BRIEF - Find every line in the records below that contains "hand", and copy it.

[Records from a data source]

+===+

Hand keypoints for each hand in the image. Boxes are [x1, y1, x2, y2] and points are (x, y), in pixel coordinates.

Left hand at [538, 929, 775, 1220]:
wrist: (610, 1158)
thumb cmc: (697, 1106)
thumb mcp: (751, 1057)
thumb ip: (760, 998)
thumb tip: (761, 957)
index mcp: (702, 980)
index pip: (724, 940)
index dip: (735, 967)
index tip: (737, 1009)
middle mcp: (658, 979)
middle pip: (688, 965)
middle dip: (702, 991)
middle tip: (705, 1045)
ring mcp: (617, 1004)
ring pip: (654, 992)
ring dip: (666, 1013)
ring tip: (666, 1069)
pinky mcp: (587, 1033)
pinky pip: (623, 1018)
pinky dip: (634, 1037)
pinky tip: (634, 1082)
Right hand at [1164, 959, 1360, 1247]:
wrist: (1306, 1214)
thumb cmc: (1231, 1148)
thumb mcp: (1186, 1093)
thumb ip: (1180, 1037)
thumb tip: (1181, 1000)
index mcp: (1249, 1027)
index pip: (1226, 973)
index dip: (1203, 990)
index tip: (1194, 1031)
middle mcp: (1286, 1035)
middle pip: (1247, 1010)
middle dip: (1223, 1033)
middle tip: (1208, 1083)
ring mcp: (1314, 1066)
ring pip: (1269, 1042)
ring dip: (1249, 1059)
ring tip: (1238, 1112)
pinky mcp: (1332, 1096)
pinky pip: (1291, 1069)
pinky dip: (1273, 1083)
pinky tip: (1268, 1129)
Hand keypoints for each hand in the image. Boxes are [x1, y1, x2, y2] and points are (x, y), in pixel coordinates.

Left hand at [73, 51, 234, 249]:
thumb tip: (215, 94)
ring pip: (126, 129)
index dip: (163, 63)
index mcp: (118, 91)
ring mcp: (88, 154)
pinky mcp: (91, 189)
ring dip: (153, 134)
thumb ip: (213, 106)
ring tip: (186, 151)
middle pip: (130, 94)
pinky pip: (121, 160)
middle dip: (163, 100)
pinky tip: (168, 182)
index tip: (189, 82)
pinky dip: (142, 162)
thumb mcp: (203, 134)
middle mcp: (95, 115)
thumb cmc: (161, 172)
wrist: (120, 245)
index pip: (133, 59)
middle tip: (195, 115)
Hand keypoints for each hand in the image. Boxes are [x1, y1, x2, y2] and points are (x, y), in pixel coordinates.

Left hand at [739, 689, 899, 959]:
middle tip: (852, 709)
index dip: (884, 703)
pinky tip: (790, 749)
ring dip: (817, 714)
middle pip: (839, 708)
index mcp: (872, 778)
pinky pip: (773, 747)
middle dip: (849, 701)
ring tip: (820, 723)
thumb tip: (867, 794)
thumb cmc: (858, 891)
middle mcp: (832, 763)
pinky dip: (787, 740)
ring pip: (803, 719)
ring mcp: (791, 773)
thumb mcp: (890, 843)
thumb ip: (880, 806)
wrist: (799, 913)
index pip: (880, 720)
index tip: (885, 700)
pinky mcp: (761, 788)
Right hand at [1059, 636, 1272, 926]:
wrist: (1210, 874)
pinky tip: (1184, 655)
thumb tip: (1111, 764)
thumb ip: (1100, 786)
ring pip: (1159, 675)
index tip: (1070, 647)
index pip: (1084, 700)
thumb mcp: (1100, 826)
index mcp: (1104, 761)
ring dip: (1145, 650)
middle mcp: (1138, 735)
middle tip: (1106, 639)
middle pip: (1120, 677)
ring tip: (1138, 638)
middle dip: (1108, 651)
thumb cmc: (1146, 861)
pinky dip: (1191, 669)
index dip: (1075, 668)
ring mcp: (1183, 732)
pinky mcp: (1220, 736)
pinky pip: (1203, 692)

+===+

SOLUTION FOR THIS TASK -
Hand keypoints for each hand in the image. Boxes are [x1, y1, x2, y2] and points are (x, y), in pixel coordinates.
Left hand at [538, 929, 775, 1220]:
Right hand at [1164, 959, 1360, 1247]:
Hand keypoints for each hand in the image. Boxes are [x1, y1, x2, y2] and points are (x, y), in pixel coordinates.
Left hand at [73, 51, 234, 249]:
Hand keypoints for each hand in the image. Boxes are [x1, y1, x2, y2] and points are (x, y), in pixel coordinates.
Left hand at [739, 689, 899, 959]:
Right hand at [1059, 636, 1272, 926]:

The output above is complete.